Al termine dell’udienza generale, Papa Francesco ha ricordato la “Giornata della Coscienza”, che è “ispirata alla testimonianza del diplomatico portoghese Aristides de Sousa Mendes, il quale, ottant’anni or sono, decise di seguire la voce della coscienza e salvò la vita a migliaia di ebrei e altri perseguitati”. Fu il 17 giugno 1940 che de Sousa Mendes ebbe la crisi di coscienza che lo portò, in disobbedienza al suo governo, a concedere visti agli ebrei in fuga a migliaia.

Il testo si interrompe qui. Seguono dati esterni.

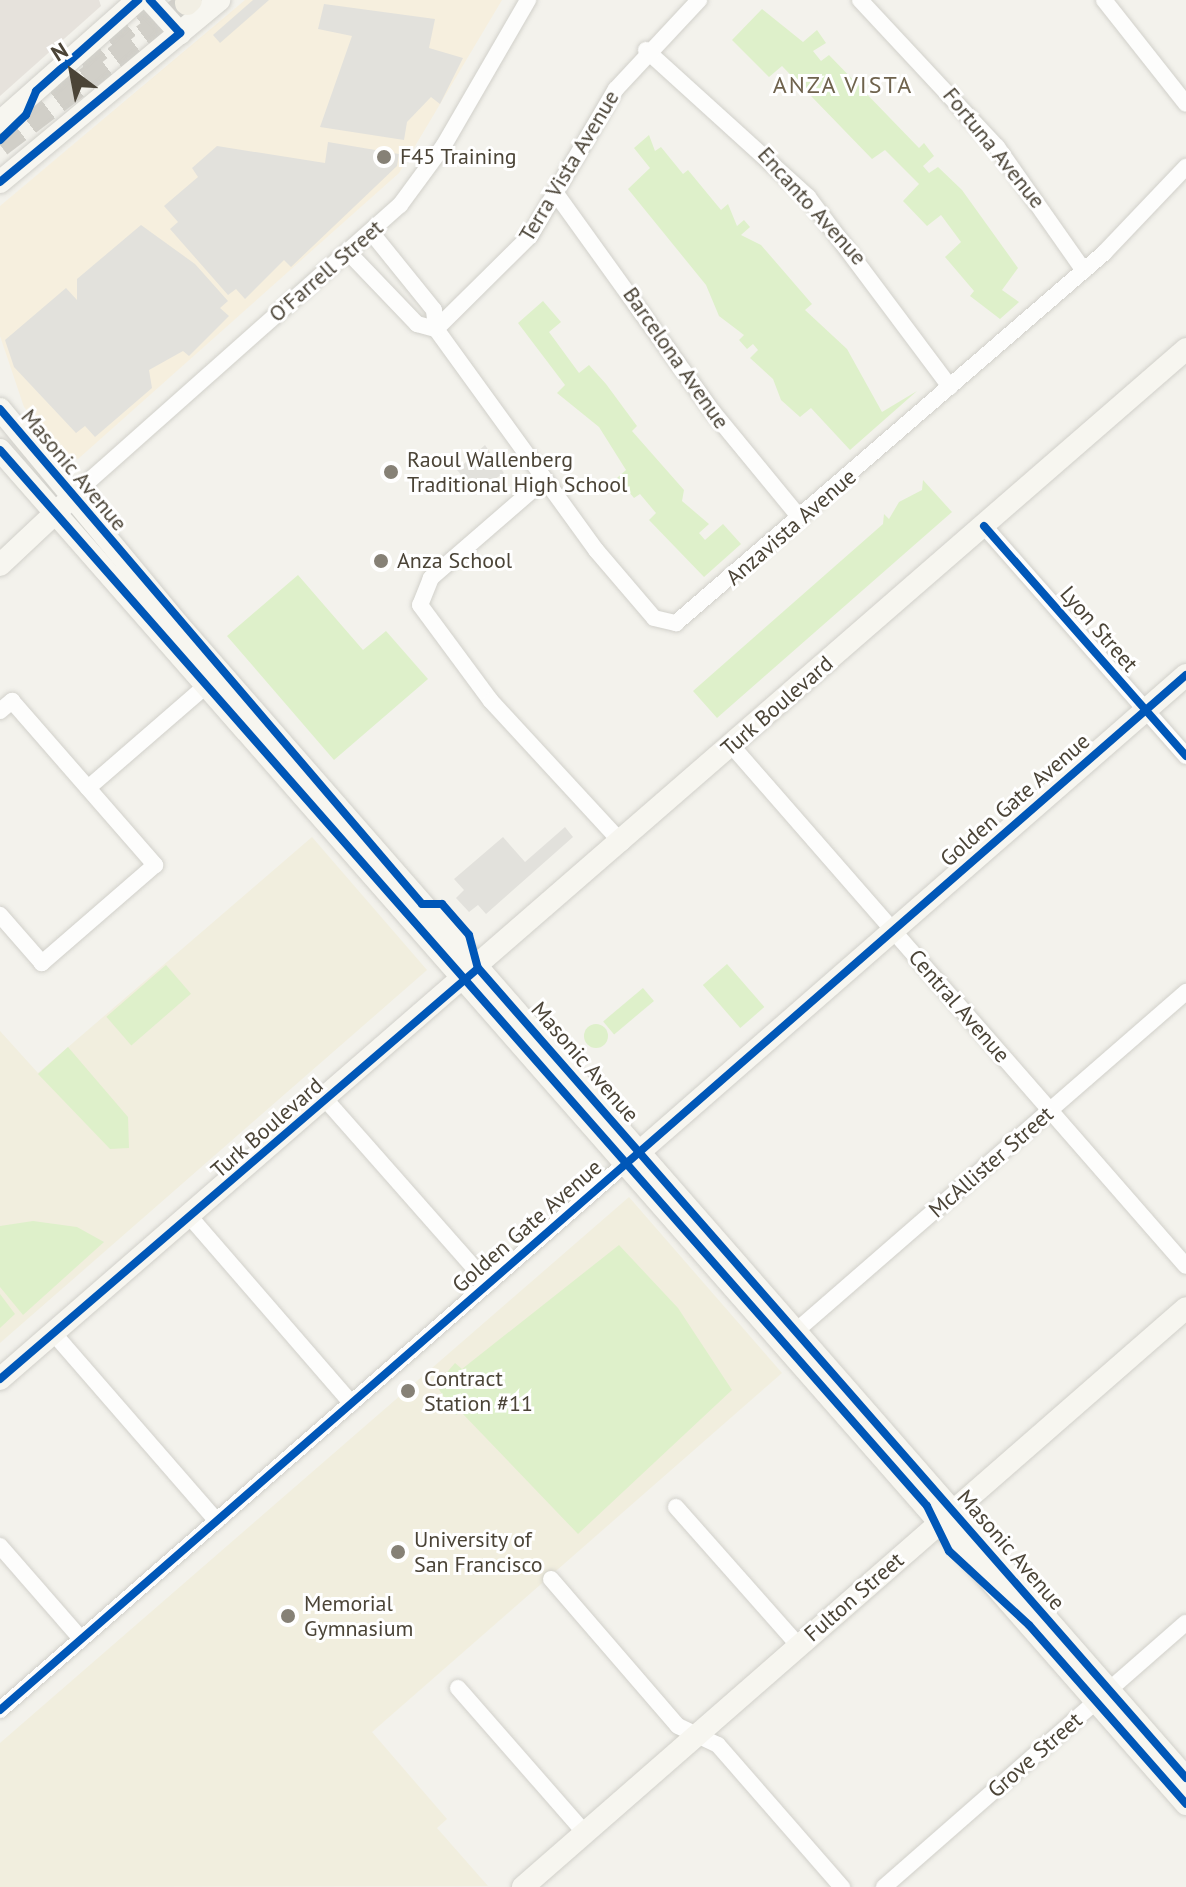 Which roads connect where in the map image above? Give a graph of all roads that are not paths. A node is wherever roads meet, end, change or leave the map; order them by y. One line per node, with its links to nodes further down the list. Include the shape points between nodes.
1 (138, 0): 10 (main road)
2 (150, 0): 8 (main road)
3 (219, 0): 8 (main road)
4 (528, 0): 17 (street, O'Farrell Street, via 431,166)
5 (699, 0): 9 (street, Terra Vista Avenue)
6 (860, 0): 19 (street, Fortuna Avenue, via 988,137)
7 (1104, 0): 11 (street)
8 (180, 33): 15 (main road)
9 (646, 50): 16 (street, Terra Vista Avenue, via 602,110); 22 (street, Encanto Avenue, via 808,197)
10 (36, 91): 12 (main road); 13 (main road, via 26,115)
11 (1186, 104)
12 (0, 122)
13 (0, 140)
14 (1186, 167): 19 (street, Anzavista Avenue)
15 (0, 182)
16 (557, 195): 20 (street, Terra Vista Avenue, via 514,255); 28 (street, Barcelona Avenue, via 713,412)
17 (371, 232): 18 (street, O'Farrell Street); 20 (street, Anzavista Avenue, via 434,310)
18 (348, 252): 20 (street, Anzavista Avenue, via 417,324); 26 (street, O'Farrell Street)
19 (1084, 271): 22 (street, Anzavista Avenue)
20 (436, 329): 25 (street, Anzavista Avenue)
21 (1186, 349): 29 (main road, Turk Boulevard)
22 (950, 387): 28 (street, Anzavista Avenue)
23 (0, 409): 26 (main road, Masonic Avenue)
24 (0, 450): 27 (main road, Masonic Avenue)
25 (544, 480): 28 (street, Anzavista Avenue, via 648,612 668,623 684,619); 38 (street, via 431,578 421,596 425,618 474,681)
26 (71, 497): 27 (main road); 32 (main road, Masonic Avenue)
27 (55, 515): 30 (main road); 32 (main road, Masonic Avenue)
28 (800, 518)
29 (984, 526): 33 (street, Lyon Street); 35 (main road, Turk Boulevard)
30 (0, 565)
31 (1186, 675): 33 (main road, Golden Gate Avenue)
32 (215, 679): 37 (street); 41 (main road, Masonic Avenue)
33 (1146, 710): 36 (street, Lyon Street); 40 (main road, Golden Gate Avenue)
34 (0, 711): 37 (street, via 12,701)
35 (732, 746): 38 (main road, Turk Boulevard); 40 (street, Central Avenue)
36 (1186, 756)
37 (88, 788): 39 (street, via 155,865 42,963)
38 (622, 843): 41 (main road, Turk Boulevard)
39 (0, 915)
40 (893, 930): 44 (street, Central Avenue); 45 (main road, Golden Gate Avenue)
41 (472, 973): 43 (main road, Turk Boulevard); 45 (main road, Masonic Avenue)
42 (1186, 992): 44 (street, McAllister Street)
43 (326, 1100): 46 (main road, Turk Boulevard); 48 (street)
44 (1050, 1110): 47 (street, Central Avenue); 50 (street, McAllister Street)
45 (633, 1158): 48 (street, Golden Gate Avenue); 50 (main road, Masonic Avenue); 56 (main road, Masonic Avenue)
46 (191, 1218): 51 (main road, Turk Boulevard); 54 (street)
47 (1186, 1266)
48 (488, 1284): 54 (street, Golden Gate Avenue)
49 (1186, 1308): 56 (main road, Fulton Street)
50 (796, 1331): 56 (main road, Masonic Avenue)
51 (50, 1342): 52 (main road, Turk Boulevard); 53 (main road, Turk Boulevard); 57 (street)
52 (0, 1379)
53 (0, 1393)
54 (351, 1403): 57 (street, Golden Gate Avenue)
55 (676, 1507): 62 (street)
56 (946, 1517): 62 (main road, Fulton Street); 64 (main road, Masonic Avenue)
57 (217, 1521): 61 (street, Golden Gate Avenue)
58 (0, 1546): 61 (street)
59 (551, 1579): 66 (street, via 678,1726)
60 (1186, 1623): 64 (street, Grove Street)
61 (81, 1639): 65 (street, Golden Gate Avenue)
62 (798, 1645): 66 (main road, Fulton Street)
63 (458, 1688): 69 (street)
64 (1103, 1696): 67 (main road, Masonic Avenue); 68 (main road, Masonic Avenue); 72 (street, Grove Street)
65 (0, 1710)
66 (697, 1734): 69 (main road, Fulton Street); 71 (street, via 718,1745)
67 (1186, 1778)
68 (1186, 1804)
69 (585, 1833): 70 (main road, Fulton Street)
70 (523, 1887)
71 (842, 1887)
72 (884, 1887) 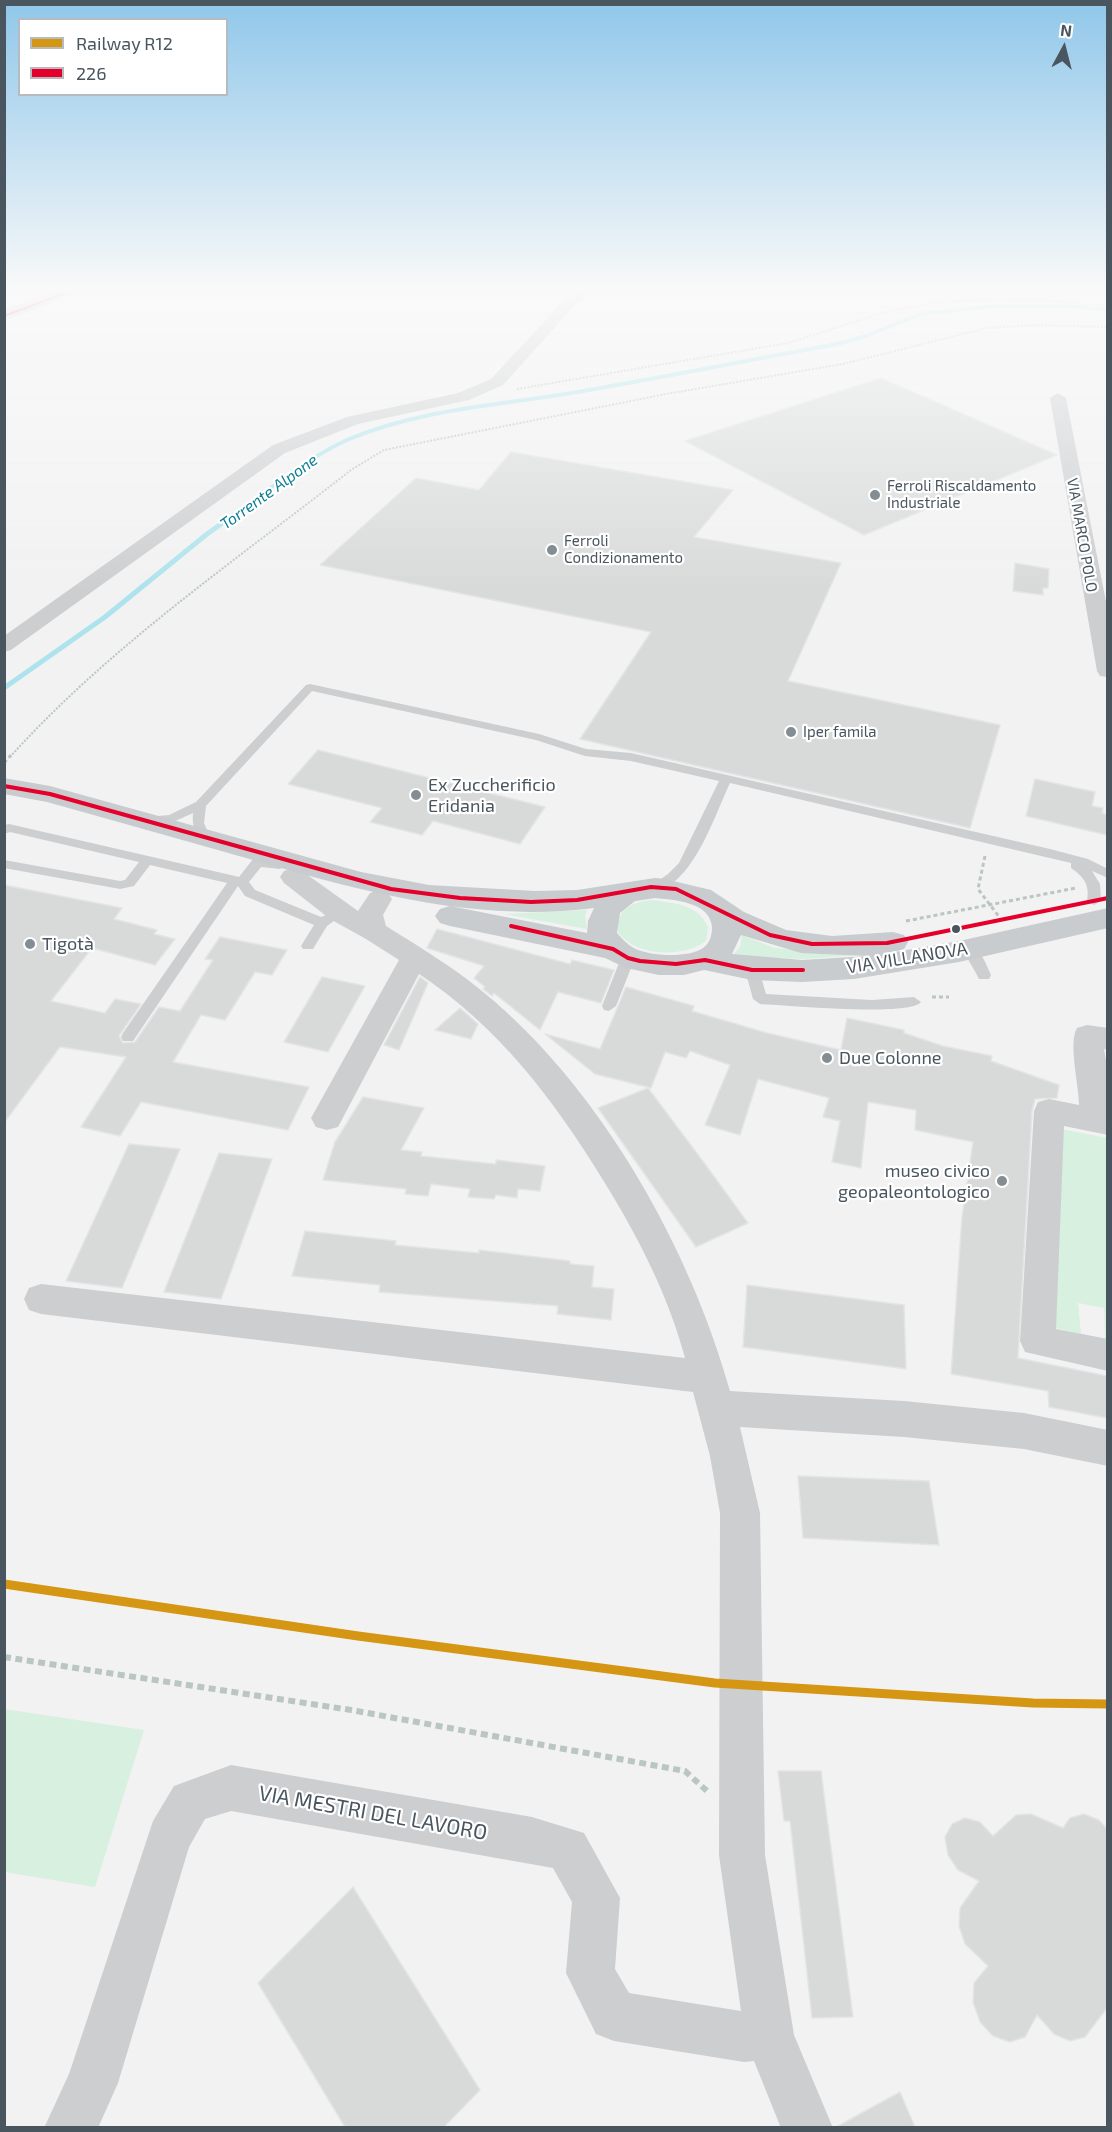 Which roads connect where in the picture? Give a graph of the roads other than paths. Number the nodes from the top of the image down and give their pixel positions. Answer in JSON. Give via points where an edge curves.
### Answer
{"nodes":[{"id":1,"x":475,"y":391,"type":"edge"},
{"id":2,"x":1058,"y":398,"type":"dead end"},
{"id":3,"x":4,"y":646,"type":"edge"},
{"id":4,"x":1107,"y":671,"type":"edge"},
{"id":5,"x":726,"y":779,"type":"junction"},
{"id":6,"x":4,"y":786,"type":"edge"},
{"id":7,"x":4,"y":791,"type":"edge"},
{"id":8,"x":200,"y":805,"type":"junction"},
{"id":9,"x":142,"y":820,"type":"junction"},
{"id":10,"x":4,"y":830,"type":"edge"},
{"id":11,"x":204,"y":837,"type":"junction"},
{"id":12,"x":1064,"y":857,"type":"junction"},
{"id":13,"x":148,"y":860,"type":"junction"},
{"id":14,"x":4,"y":864,"type":"edge"},
{"id":15,"x":684,"y":865,"type":"junction"},
{"id":16,"x":306,"y":873,"type":"junction"},
{"id":17,"x":1107,"y":874,"type":"edge"},
{"id":18,"x":244,"y":876,"type":"junction"},
{"id":19,"x":655,"y":888,"type":"junction"},
{"id":20,"x":623,"y":894,"type":"junction"},
{"id":21,"x":694,"y":895,"type":"junction"},
{"id":22,"x":379,"y":899,"type":"junction"},
{"id":23,"x":1097,"y":901,"type":"edge"},
{"id":24,"x":721,"y":912,"type":"junction"},
{"id":25,"x":331,"y":918,"type":"junction"},
{"id":26,"x":376,"y":932,"type":"junction"},
{"id":27,"x":308,"y":946,"type":"dead end"},
{"id":28,"x":969,"y":949,"type":"junction"},
{"id":29,"x":621,"y":953,"type":"junction"},
{"id":30,"x":414,"y":957,"type":"junction"},
{"id":31,"x":705,"y":960,"type":"junction"},
{"id":32,"x":752,"y":970,"type":"junction"},
{"id":33,"x":984,"y":975,"type":"dead end"},
{"id":34,"x":914,"y":1002,"type":"dead end"},
{"id":35,"x":609,"y":1006,"type":"dead end"},
{"id":36,"x":128,"y":1037,"type":"dead end"},
{"id":37,"x":1107,"y":1039,"type":"edge"},
{"id":38,"x":327,"y":1118,"type":"dead end"},
{"id":39,"x":1101,"y":1122,"type":"edge"},
{"id":40,"x":41,"y":1299,"type":"dead end"},
{"id":41,"x":1107,"y":1355,"type":"edge"},
{"id":42,"x":711,"y":1393,"type":"junction"},
{"id":43,"x":1107,"y":1448,"type":"edge"},
{"id":44,"x":769,"y":2035,"type":"junction"},
{"id":45,"x":70,"y":2127,"type":"edge"},
{"id":46,"x":807,"y":2127,"type":"edge"}],
"edges":[{"from":1,"to":3,"type":"street","via":[[353,420],[279,449]]},
{"from":2,"to":4,"type":"street","name":"VIA MARCO POLO"},
{"from":5,"to":8,"type":"lane","via":[[631,757],[574,750],[539,738],[310,687]]},
{"from":5,"to":12,"type":"lane"},
{"from":5,"to":15,"type":"lane"},
{"from":6,"to":9,"type":"main road","via":[[50,794]]},
{"from":7,"to":18,"type":"main road"},
{"from":8,"to":9,"type":"lane","via":[[171,819]]},
{"from":8,"to":11,"type":"lane","via":[[198,824]]},
{"from":9,"to":11,"type":"main road"},
{"from":10,"to":13,"type":"lane"},
{"from":11,"to":16,"type":"main road"},
{"from":12,"to":17,"type":"lane"},
{"from":12,"to":23,"type":"lane","via":[[1088,874],[1096,888]]},
{"from":13,"to":14,"type":"lane","via":[[129,883],[120,885]]},
{"from":13,"to":18,"type":"lane"},
{"from":15,"to":19,"type":"lane"},
{"from":15,"to":21,"type":"lane","via":[[686,881]]},
{"from":16,"to":18,"type":"main road"},
{"from":16,"to":20,"type":"main road","via":[[429,895],[535,901]]},
{"from":16,"to":22,"type":"main road"},
{"from":16,"to":25,"type":"street"},
{"from":18,"to":25,"type":"lane","via":[[250,893]]},
{"from":18,"to":36,"type":"lane"},
{"from":19,"to":20,"type":"main road"},
{"from":19,"to":21,"type":"main road"},
{"from":20,"to":29,"type":"main road","via":[[611,902],[602,926],[602,933]]},
{"from":21,"to":24,"type":"main road"},
{"from":22,"to":26,"type":"street","via":[[368,913]]},
{"from":22,"to":29,"type":"main road"},
{"from":23,"to":24,"type":"main road","name":"VIA VILLANOVA","via":[[869,945],[825,944],[771,936]]},
{"from":23,"to":28,"type":"main road","name":"VIA VILLANOVA"},
{"from":24,"to":31,"type":"main road","via":[[727,926],[723,944]]},
{"from":25,"to":26,"type":"street"},
{"from":25,"to":27,"type":"lane"},
{"from":26,"to":30,"type":"street"},
{"from":28,"to":32,"type":"main road","name":"VIA VILLANOVA","via":[[864,967]]},
{"from":28,"to":33,"type":"lane"},
{"from":29,"to":31,"type":"main road","via":[[676,964]]},
{"from":29,"to":35,"type":"lane"},
{"from":30,"to":38,"type":"street"},
{"from":30,"to":42,"type":"street","via":[[492,1016],[547,1072],[584,1122],[649,1226],[699,1344]]},
{"from":31,"to":32,"type":"main road","name":"VIA VILLANOVA"},
{"from":32,"to":34,"type":"lane","via":[[760,999],[822,1005]]},
{"from":37,"to":39,"type":"street","via":[[1087,1036]]},
{"from":39,"to":41,"type":"street","via":[[1049,1111],[1038,1341]]},
{"from":40,"to":42,"type":"street"},
{"from":42,"to":43,"type":"street","via":[[1002,1429]]},
{"from":42,"to":44,"type":"street","via":[[740,1513],[742,1855]]},
{"from":44,"to":45,"type":"street","name":"VIA MESTRI DEL LAVORO","via":[[744,2037],[614,2016],[590,1972],[596,1898],[568,1849],[231,1788],[190,1802],[168,1837],[92,2084]]},
{"from":44,"to":46,"type":"street"}]}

Tra quelli che si salvarono, anche l’artista Salvador Dalì.
“Possa sempre e dovunque – ha detto Papa Francesco - essere rispettata la libertà di coscienza; e possa ogni cristiano dare esempio di coerenza con una coscienza retta e illuminata dalla Parola di Dio”.
Ma chi era Aristides de Souza Mendes? Nato nel 1885 e morto nel 1954, era console a Bordeaux nel 1940, durante l’occupazione nazista. E si ritrovò ad affrontare un dilemma morale: avrebbe dovuto obbedire agli ordini del governo o ascoltare la sua coscienza e dare agli ebrei visti che avrebbero permesso loro di scappare dalle forze naziste che avanzavano? De Souza Mendes scelse la voce della coscienza, questo terminò la sua carriera diplomatica sotto il dittatore portoghese Antonio de Oliveira Salazar, e finì la vita in miseria. Solo lo scorso 9 giugno il Portogallo ha garantito riconoscimento ufficiale al suo diplomatico disobbediente, e il Parlamento ha deciso che ci sarà un monumento con il suo nome nel Pantheon nazionale.
Il 14 giugno 1940, le forze naziste avevano preso Parigi, e ogni sorta di rifugiati, soprattutto ebrei, si era mossa verso Bordeaux, con la speranza di oltrepassare il confine con la Spagna e dunque fuggire dalla persecuzione nazista.
Il console portoghese, cattolico devoto, era amico di Chaim Kruger, rabbino capo della città, il quale era a sua volta scappato dal Belgio durante l’invasione nazista. Sousa Mendes offrì così al rabbino e alla sua famiglia un passaggio sicuro verso il confine spagnolo, ma dopo soffrì di una “crisi morale” quando Kruger rifiutò l’offerta, sostenendo che non poteva abbandonare le altre migliaia di rifugiati ebrei a Bordeaux.